Excerpts from a dataset:
++++++++++

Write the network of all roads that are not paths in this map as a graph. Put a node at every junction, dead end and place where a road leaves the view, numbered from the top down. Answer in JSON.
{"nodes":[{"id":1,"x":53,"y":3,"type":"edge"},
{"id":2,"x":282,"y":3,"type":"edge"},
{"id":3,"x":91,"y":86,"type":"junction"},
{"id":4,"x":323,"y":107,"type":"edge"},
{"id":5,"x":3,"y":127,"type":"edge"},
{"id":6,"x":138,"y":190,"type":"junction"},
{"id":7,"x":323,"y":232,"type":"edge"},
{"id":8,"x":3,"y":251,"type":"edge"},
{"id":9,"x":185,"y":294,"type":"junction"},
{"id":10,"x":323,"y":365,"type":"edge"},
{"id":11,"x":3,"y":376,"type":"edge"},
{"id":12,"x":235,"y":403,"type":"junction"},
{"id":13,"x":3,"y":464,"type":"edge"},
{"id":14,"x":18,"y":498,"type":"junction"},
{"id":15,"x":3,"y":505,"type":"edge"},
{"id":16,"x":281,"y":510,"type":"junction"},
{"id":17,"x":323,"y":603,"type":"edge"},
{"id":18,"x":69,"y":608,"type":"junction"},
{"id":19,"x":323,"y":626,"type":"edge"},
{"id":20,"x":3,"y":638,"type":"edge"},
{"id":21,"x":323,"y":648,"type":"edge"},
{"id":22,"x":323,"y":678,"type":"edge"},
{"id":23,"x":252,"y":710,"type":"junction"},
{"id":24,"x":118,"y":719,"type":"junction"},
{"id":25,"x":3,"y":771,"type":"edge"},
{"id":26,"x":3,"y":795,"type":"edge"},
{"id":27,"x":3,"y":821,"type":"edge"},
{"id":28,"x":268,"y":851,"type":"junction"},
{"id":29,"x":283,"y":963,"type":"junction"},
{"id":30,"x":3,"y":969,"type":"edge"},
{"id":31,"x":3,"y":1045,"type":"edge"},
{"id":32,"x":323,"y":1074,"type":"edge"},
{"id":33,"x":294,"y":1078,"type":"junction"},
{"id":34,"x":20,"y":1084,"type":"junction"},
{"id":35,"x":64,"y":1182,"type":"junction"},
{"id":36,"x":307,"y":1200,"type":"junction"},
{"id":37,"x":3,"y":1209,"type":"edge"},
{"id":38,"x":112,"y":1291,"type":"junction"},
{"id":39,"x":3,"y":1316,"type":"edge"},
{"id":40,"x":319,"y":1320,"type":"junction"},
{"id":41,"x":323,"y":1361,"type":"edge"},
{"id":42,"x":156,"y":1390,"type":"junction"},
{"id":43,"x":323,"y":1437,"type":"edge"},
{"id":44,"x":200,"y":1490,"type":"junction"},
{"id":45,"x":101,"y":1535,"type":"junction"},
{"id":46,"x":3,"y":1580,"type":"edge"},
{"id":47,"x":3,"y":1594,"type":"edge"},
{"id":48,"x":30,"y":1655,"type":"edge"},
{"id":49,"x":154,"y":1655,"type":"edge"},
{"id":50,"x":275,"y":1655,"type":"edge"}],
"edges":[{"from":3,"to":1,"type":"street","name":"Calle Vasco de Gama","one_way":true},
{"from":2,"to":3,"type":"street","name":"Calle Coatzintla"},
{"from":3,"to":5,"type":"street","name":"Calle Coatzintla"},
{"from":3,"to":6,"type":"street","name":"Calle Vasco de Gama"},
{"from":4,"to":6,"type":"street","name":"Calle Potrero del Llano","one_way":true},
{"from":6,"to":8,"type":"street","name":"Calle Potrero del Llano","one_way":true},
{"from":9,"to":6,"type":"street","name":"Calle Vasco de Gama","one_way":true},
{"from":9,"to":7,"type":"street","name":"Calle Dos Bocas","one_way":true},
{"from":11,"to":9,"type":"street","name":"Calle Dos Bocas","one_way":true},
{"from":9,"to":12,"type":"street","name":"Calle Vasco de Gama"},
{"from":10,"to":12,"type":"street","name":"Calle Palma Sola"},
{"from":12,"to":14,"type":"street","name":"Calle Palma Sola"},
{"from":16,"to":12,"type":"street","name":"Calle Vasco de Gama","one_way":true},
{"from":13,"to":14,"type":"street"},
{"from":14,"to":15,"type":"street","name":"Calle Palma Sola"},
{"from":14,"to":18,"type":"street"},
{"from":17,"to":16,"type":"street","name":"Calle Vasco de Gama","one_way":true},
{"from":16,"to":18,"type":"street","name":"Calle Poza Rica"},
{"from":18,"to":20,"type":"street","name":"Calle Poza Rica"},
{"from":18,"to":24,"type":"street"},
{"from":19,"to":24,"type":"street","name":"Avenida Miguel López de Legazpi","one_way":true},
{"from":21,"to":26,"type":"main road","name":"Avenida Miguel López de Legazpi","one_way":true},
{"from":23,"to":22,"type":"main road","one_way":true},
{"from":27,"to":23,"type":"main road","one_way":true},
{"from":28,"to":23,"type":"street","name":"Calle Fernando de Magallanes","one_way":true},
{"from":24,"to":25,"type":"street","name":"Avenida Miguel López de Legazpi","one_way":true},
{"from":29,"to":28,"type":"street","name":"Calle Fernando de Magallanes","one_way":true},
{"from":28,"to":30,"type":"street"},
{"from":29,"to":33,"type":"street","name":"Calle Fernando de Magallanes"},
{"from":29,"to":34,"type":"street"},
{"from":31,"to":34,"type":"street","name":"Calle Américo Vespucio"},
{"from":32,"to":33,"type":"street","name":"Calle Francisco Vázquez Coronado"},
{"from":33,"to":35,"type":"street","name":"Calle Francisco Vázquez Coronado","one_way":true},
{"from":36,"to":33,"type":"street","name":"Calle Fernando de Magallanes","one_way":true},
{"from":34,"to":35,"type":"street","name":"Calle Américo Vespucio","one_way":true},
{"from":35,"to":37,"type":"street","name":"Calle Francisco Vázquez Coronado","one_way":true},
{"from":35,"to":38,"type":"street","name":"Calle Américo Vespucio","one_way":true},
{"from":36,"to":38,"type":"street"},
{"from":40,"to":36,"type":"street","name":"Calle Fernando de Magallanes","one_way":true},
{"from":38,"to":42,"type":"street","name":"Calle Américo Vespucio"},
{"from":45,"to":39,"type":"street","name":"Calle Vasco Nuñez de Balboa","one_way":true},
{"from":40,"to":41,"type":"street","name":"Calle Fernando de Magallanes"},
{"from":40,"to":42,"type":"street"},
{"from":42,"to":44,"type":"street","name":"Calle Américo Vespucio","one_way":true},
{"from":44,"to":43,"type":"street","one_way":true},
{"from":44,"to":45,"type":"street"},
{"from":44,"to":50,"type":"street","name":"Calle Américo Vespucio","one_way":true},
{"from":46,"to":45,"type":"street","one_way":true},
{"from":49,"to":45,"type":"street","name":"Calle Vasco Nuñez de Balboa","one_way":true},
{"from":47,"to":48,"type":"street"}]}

++++++++++

**Task goal**: Repeat all the records without altering a single word.

**Task solution**:
Write the network of all roads that are not paths in this map as a graph. Put a node at every junction, dead end and place where a road leaves the view, numbered from the top down. Answer in JSON.
{"nodes":[{"id":1,"x":53,"y":3,"type":"edge"},
{"id":2,"x":282,"y":3,"type":"edge"},
{"id":3,"x":91,"y":86,"type":"junction"},
{"id":4,"x":323,"y":107,"type":"edge"},
{"id":5,"x":3,"y":127,"type":"edge"},
{"id":6,"x":138,"y":190,"type":"junction"},
{"id":7,"x":323,"y":232,"type":"edge"},
{"id":8,"x":3,"y":251,"type":"edge"},
{"id":9,"x":185,"y":294,"type":"junction"},
{"id":10,"x":323,"y":365,"type":"edge"},
{"id":11,"x":3,"y":376,"type":"edge"},
{"id":12,"x":235,"y":403,"type":"junction"},
{"id":13,"x":3,"y":464,"type":"edge"},
{"id":14,"x":18,"y":498,"type":"junction"},
{"id":15,"x":3,"y":505,"type":"edge"},
{"id":16,"x":281,"y":510,"type":"junction"},
{"id":17,"x":323,"y":603,"type":"edge"},
{"id":18,"x":69,"y":608,"type":"junction"},
{"id":19,"x":323,"y":626,"type":"edge"},
{"id":20,"x":3,"y":638,"type":"edge"},
{"id":21,"x":323,"y":648,"type":"edge"},
{"id":22,"x":323,"y":678,"type":"edge"},
{"id":23,"x":252,"y":710,"type":"junction"},
{"id":24,"x":118,"y":719,"type":"junction"},
{"id":25,"x":3,"y":771,"type":"edge"},
{"id":26,"x":3,"y":795,"type":"edge"},
{"id":27,"x":3,"y":821,"type":"edge"},
{"id":28,"x":268,"y":851,"type":"junction"},
{"id":29,"x":283,"y":963,"type":"junction"},
{"id":30,"x":3,"y":969,"type":"edge"},
{"id":31,"x":3,"y":1045,"type":"edge"},
{"id":32,"x":323,"y":1074,"type":"edge"},
{"id":33,"x":294,"y":1078,"type":"junction"},
{"id":34,"x":20,"y":1084,"type":"junction"},
{"id":35,"x":64,"y":1182,"type":"junction"},
{"id":36,"x":307,"y":1200,"type":"junction"},
{"id":37,"x":3,"y":1209,"type":"edge"},
{"id":38,"x":112,"y":1291,"type":"junction"},
{"id":39,"x":3,"y":1316,"type":"edge"},
{"id":40,"x":319,"y":1320,"type":"junction"},
{"id":41,"x":323,"y":1361,"type":"edge"},
{"id":42,"x":156,"y":1390,"type":"junction"},
{"id":43,"x":323,"y":1437,"type":"edge"},
{"id":44,"x":200,"y":1490,"type":"junction"},
{"id":45,"x":101,"y":1535,"type":"junction"},
{"id":46,"x":3,"y":1580,"type":"edge"},
{"id":47,"x":3,"y":1594,"type":"edge"},
{"id":48,"x":30,"y":1655,"type":"edge"},
{"id":49,"x":154,"y":1655,"type":"edge"},
{"id":50,"x":275,"y":1655,"type":"edge"}],
"edges":[{"from":3,"to":1,"type":"street","name":"Calle Vasco de Gama","one_way":true},
{"from":2,"to":3,"type":"street","name":"Calle Coatzintla"},
{"from":3,"to":5,"type":"street","name":"Calle Coatzintla"},
{"from":3,"to":6,"type":"street","name":"Calle Vasco de Gama"},
{"from":4,"to":6,"type":"street","name":"Calle Potrero del Llano","one_way":true},
{"from":6,"to":8,"type":"street","name":"Calle Potrero del Llano","one_way":true},
{"from":9,"to":6,"type":"street","name":"Calle Vasco de Gama","one_way":true},
{"from":9,"to":7,"type":"street","name":"Calle Dos Bocas","one_way":true},
{"from":11,"to":9,"type":"street","name":"Calle Dos Bocas","one_way":true},
{"from":9,"to":12,"type":"street","name":"Calle Vasco de Gama"},
{"from":10,"to":12,"type":"street","name":"Calle Palma Sola"},
{"from":12,"to":14,"type":"street","name":"Calle Palma Sola"},
{"from":16,"to":12,"type":"street","name":"Calle Vasco de Gama","one_way":true},
{"from":13,"to":14,"type":"street"},
{"from":14,"to":15,"type":"street","name":"Calle Palma Sola"},
{"from":14,"to":18,"type":"street"},
{"from":17,"to":16,"type":"street","name":"Calle Vasco de Gama","one_way":true},
{"from":16,"to":18,"type":"street","name":"Calle Poza Rica"},
{"from":18,"to":20,"type":"street","name":"Calle Poza Rica"},
{"from":18,"to":24,"type":"street"},
{"from":19,"to":24,"type":"street","name":"Avenida Miguel López de Legazpi","one_way":true},
{"from":21,"to":26,"type":"main road","name":"Avenida Miguel López de Legazpi","one_way":true},
{"from":23,"to":22,"type":"main road","one_way":true},
{"from":27,"to":23,"type":"main road","one_way":true},
{"from":28,"to":23,"type":"street","name":"Calle Fernando de Magallanes","one_way":true},
{"from":24,"to":25,"type":"street","name":"Avenida Miguel López de Legazpi","one_way":true},
{"from":29,"to":28,"type":"street","name":"Calle Fernando de Magallanes","one_way":true},
{"from":28,"to":30,"type":"street"},
{"from":29,"to":33,"type":"street","name":"Calle Fernando de Magallanes"},
{"from":29,"to":34,"type":"street"},
{"from":31,"to":34,"type":"street","name":"Calle Américo Vespucio"},
{"from":32,"to":33,"type":"street","name":"Calle Francisco Vázquez Coronado"},
{"from":33,"to":35,"type":"street","name":"Calle Francisco Vázquez Coronado","one_way":true},
{"from":36,"to":33,"type":"street","name":"Calle Fernando de Magallanes","one_way":true},
{"from":34,"to":35,"type":"street","name":"Calle Américo Vespucio","one_way":true},
{"from":35,"to":37,"type":"street","name":"Calle Francisco Vázquez Coronado","one_way":true},
{"from":35,"to":38,"type":"street","name":"Calle Américo Vespucio","one_way":true},
{"from":36,"to":38,"type":"street"},
{"from":40,"to":36,"type":"street","name":"Calle Fernando de Magallanes","one_way":true},
{"from":38,"to":42,"type":"street","name":"Calle Américo Vespucio"},
{"from":45,"to":39,"type":"street","name":"Calle Vasco Nuñez de Balboa","one_way":true},
{"from":40,"to":41,"type":"street","name":"Calle Fernando de Magallanes"},
{"from":40,"to":42,"type":"street"},
{"from":42,"to":44,"type":"street","name":"Calle Américo Vespucio","one_way":true},
{"from":44,"to":43,"type":"street","one_way":true},
{"from":44,"to":45,"type":"street"},
{"from":44,"to":50,"type":"street","name":"Calle Américo Vespucio","one_way":true},
{"from":46,"to":45,"type":"street","one_way":true},
{"from":49,"to":45,"type":"street","name":"Calle Vasco Nuñez de Balboa","one_way":true},
{"from":47,"to":48,"type":"street"}]}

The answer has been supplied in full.